EXERCISE INPUTS START
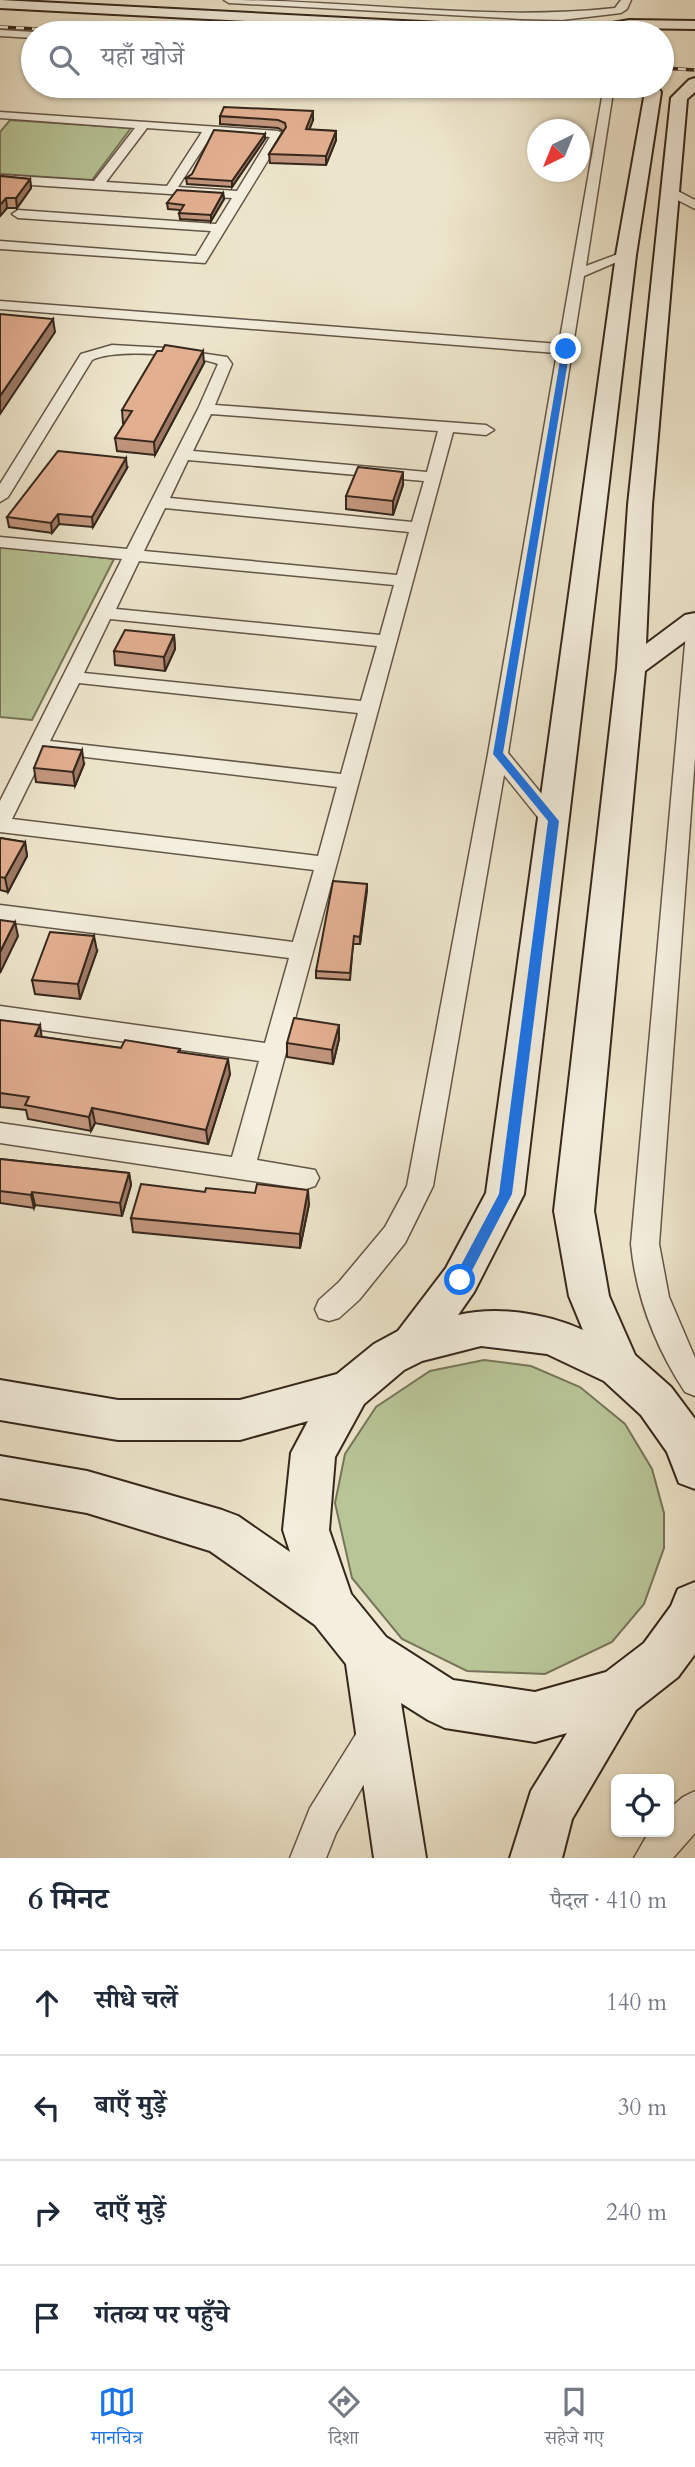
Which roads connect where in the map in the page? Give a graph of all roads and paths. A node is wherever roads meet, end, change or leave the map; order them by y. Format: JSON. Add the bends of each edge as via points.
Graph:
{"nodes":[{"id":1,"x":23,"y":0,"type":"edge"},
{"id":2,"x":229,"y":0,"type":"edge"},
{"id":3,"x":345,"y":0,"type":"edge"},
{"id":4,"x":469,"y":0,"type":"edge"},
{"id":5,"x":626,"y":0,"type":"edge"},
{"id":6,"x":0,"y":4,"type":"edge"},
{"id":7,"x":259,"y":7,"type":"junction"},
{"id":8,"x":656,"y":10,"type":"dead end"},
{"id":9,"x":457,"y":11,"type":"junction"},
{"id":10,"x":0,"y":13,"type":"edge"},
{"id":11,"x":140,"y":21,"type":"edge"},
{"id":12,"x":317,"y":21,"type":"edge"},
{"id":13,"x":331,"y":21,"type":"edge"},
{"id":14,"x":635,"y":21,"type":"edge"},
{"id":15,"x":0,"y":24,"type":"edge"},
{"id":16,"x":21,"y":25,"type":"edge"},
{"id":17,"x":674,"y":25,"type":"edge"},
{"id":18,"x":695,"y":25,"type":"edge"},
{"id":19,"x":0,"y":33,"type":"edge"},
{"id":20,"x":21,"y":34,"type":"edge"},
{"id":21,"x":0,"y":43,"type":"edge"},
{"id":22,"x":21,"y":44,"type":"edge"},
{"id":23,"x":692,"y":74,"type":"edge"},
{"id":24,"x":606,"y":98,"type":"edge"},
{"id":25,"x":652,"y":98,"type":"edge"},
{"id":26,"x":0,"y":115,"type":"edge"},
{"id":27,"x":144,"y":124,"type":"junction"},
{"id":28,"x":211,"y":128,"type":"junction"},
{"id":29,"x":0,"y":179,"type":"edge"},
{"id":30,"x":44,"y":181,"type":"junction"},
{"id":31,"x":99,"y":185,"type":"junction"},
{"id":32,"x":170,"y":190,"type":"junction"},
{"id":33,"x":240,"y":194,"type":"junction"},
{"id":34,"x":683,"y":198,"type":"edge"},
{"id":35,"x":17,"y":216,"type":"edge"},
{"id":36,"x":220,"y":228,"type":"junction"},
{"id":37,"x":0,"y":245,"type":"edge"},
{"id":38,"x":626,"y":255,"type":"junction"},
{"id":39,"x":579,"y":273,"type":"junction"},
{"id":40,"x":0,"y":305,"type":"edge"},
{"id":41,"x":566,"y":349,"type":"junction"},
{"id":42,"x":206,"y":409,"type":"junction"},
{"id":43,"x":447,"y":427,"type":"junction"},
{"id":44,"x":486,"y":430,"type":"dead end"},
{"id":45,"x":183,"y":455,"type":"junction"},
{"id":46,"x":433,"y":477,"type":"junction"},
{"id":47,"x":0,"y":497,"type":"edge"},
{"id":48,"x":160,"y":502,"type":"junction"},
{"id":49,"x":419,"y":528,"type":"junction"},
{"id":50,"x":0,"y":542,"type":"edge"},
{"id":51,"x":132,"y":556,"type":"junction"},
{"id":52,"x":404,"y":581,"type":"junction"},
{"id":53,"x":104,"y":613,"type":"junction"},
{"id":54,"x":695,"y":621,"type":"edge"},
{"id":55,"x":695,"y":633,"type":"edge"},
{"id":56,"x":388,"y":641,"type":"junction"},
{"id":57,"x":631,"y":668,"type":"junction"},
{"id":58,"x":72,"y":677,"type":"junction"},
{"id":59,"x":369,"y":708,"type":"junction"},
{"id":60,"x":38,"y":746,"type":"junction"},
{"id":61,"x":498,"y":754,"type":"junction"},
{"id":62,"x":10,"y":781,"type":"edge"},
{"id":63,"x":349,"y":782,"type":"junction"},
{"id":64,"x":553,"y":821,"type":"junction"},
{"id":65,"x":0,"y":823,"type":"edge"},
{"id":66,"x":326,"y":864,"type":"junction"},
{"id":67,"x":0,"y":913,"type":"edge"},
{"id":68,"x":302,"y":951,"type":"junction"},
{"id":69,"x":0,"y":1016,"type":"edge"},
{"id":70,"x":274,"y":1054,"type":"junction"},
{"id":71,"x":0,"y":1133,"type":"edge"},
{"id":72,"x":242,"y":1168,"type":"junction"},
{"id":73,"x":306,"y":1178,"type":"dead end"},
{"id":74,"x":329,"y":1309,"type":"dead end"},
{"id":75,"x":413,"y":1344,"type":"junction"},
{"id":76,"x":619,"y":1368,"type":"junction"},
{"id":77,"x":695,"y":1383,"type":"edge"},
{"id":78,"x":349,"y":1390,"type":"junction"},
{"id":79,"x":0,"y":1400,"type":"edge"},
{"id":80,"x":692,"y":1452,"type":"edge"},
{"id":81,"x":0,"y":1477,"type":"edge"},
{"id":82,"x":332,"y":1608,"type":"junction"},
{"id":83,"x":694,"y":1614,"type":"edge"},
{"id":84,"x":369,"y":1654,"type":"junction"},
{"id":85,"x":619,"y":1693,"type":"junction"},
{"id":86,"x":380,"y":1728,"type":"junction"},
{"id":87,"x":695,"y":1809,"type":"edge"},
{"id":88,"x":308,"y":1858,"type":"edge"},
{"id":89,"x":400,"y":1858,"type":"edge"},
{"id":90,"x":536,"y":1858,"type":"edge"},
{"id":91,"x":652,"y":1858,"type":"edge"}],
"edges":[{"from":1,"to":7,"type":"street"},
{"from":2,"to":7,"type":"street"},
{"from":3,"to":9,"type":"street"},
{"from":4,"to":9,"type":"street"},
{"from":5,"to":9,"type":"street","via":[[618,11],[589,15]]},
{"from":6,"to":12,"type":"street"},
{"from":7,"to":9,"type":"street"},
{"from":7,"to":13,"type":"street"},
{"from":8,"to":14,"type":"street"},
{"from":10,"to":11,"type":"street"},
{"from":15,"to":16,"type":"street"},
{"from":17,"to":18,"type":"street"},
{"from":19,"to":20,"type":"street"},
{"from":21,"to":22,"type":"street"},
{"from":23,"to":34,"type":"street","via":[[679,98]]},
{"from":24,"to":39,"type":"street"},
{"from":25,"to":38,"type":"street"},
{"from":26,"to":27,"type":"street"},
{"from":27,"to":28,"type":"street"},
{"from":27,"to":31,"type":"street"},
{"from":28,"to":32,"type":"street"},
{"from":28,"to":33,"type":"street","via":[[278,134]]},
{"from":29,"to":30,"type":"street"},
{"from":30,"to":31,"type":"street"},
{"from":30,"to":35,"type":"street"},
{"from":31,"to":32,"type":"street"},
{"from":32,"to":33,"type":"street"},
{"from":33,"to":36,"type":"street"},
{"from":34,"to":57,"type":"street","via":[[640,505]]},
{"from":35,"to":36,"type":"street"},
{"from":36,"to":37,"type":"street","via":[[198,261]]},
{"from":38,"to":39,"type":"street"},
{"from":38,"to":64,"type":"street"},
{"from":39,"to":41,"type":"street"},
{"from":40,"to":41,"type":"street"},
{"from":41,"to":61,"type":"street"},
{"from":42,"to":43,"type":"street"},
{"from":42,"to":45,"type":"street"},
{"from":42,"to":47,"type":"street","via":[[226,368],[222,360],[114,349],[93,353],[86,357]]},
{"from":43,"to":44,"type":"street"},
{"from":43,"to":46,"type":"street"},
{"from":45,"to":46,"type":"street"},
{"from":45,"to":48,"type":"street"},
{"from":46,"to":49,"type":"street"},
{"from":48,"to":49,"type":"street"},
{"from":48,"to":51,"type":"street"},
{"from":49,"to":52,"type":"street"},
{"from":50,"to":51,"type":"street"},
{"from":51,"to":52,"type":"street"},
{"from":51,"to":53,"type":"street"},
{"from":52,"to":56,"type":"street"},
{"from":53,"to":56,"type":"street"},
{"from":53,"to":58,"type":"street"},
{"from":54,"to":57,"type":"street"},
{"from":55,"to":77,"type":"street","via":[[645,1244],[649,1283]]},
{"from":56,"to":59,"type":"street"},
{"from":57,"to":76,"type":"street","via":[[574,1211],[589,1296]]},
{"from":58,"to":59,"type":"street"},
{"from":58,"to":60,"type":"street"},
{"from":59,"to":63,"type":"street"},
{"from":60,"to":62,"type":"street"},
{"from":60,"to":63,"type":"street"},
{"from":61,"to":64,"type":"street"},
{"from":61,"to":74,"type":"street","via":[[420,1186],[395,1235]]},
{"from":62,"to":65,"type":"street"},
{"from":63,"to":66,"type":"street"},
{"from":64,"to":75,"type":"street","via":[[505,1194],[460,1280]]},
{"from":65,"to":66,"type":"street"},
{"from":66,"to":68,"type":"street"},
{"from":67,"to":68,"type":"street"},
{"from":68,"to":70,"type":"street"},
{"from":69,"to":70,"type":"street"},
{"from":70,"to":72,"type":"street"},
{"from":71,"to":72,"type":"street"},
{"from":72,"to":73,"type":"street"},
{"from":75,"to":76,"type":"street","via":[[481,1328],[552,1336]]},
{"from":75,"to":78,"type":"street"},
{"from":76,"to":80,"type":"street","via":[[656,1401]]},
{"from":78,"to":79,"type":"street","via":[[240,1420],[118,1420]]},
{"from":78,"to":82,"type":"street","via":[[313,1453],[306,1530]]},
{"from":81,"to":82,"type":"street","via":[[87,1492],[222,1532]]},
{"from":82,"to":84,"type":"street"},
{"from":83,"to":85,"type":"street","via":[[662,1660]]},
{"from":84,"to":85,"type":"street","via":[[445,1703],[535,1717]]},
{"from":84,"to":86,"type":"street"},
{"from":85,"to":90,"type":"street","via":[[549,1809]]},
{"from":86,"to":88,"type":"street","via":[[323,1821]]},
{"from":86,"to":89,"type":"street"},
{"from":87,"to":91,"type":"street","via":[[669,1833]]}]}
EXERCISE INPUTS END
EXERCISE INPUTS START
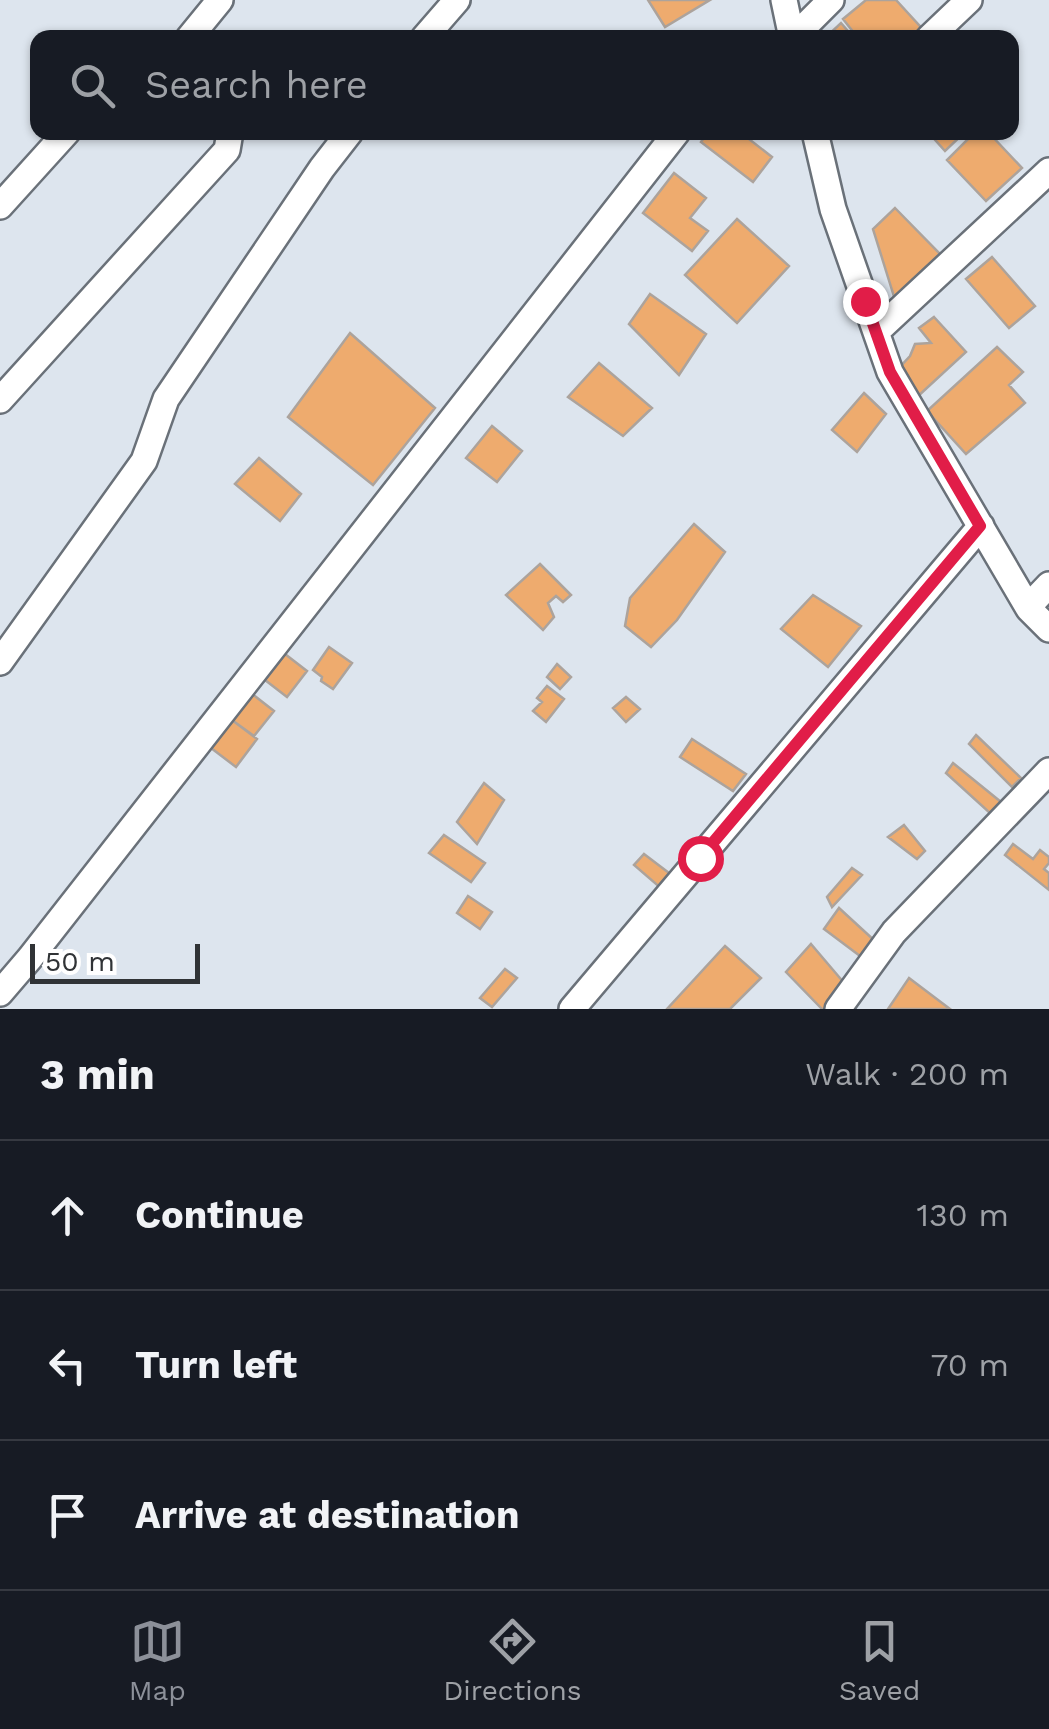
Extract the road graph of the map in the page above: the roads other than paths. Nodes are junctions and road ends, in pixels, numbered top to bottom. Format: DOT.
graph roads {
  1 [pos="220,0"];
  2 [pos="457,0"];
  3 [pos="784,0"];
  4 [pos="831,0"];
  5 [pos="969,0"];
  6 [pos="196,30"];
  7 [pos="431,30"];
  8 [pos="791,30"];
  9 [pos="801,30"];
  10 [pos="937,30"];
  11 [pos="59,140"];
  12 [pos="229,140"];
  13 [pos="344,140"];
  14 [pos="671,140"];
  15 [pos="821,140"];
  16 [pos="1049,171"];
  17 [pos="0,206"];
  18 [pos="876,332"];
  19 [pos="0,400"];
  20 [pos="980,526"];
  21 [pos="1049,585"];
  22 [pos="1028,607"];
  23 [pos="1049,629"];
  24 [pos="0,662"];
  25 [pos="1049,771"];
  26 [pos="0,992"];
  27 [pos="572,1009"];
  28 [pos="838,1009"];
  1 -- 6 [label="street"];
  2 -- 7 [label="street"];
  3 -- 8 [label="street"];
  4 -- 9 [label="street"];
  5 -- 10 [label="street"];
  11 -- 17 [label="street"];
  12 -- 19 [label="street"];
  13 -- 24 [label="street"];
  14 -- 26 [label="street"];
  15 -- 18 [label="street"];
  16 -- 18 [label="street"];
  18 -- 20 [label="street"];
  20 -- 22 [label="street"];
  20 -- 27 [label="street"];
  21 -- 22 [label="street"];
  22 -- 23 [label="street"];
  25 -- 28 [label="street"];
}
EXERCISE INPUTS END
◆ **WORK INSTRUCTIONS**:
Each line of the data that includes "roads" counts once; say how many there are, giving nothing but the number.

◆ **REPLY**:
3